Reproduce each of the following records without any deviation.

____

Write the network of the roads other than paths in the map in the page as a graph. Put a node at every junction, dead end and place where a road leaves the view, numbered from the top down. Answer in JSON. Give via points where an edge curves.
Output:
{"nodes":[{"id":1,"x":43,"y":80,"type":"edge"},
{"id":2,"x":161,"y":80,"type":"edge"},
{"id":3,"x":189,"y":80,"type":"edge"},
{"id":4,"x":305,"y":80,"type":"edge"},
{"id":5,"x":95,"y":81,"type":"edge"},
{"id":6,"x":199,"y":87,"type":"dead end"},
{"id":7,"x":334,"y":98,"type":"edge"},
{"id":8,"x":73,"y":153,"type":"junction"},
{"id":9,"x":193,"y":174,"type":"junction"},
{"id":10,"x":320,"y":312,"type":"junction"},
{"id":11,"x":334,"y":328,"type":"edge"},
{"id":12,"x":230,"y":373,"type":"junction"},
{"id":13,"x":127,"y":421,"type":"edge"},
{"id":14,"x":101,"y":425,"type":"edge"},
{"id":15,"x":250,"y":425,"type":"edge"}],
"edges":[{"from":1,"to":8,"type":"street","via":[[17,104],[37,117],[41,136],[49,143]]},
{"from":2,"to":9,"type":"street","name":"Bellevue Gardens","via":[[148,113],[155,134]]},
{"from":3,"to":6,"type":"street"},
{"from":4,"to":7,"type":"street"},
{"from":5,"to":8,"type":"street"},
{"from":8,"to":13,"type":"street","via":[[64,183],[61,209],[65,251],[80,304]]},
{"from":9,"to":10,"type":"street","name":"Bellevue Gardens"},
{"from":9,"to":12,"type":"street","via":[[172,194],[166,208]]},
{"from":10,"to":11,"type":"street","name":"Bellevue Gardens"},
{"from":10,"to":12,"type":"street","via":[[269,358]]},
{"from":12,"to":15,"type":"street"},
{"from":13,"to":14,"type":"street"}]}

____

Result for this exercise:
Write the network of the roads other than paths in the map in the page as a graph. Put a node at every junction, dead end and place where a road leaves the view, numbered from the top down. Answer in JSON. Give via points where an edge curves.
Output:
{"nodes":[{"id":1,"x":43,"y":80,"type":"edge"},
{"id":2,"x":161,"y":80,"type":"edge"},
{"id":3,"x":189,"y":80,"type":"edge"},
{"id":4,"x":305,"y":80,"type":"edge"},
{"id":5,"x":95,"y":81,"type":"edge"},
{"id":6,"x":199,"y":87,"type":"dead end"},
{"id":7,"x":334,"y":98,"type":"edge"},
{"id":8,"x":73,"y":153,"type":"junction"},
{"id":9,"x":193,"y":174,"type":"junction"},
{"id":10,"x":320,"y":312,"type":"junction"},
{"id":11,"x":334,"y":328,"type":"edge"},
{"id":12,"x":230,"y":373,"type":"junction"},
{"id":13,"x":127,"y":421,"type":"edge"},
{"id":14,"x":101,"y":425,"type":"edge"},
{"id":15,"x":250,"y":425,"type":"edge"}],
"edges":[{"from":1,"to":8,"type":"street","via":[[17,104],[37,117],[41,136],[49,143]]},
{"from":2,"to":9,"type":"street","name":"Bellevue Gardens","via":[[148,113],[155,134]]},
{"from":3,"to":6,"type":"street"},
{"from":4,"to":7,"type":"street"},
{"from":5,"to":8,"type":"street"},
{"from":8,"to":13,"type":"street","via":[[64,183],[61,209],[65,251],[80,304]]},
{"from":9,"to":10,"type":"street","name":"Bellevue Gardens"},
{"from":9,"to":12,"type":"street","via":[[172,194],[166,208]]},
{"from":10,"to":11,"type":"street","name":"Bellevue Gardens"},
{"from":10,"to":12,"type":"street","via":[[269,358]]},
{"from":12,"to":15,"type":"street"},
{"from":13,"to":14,"type":"street"}]}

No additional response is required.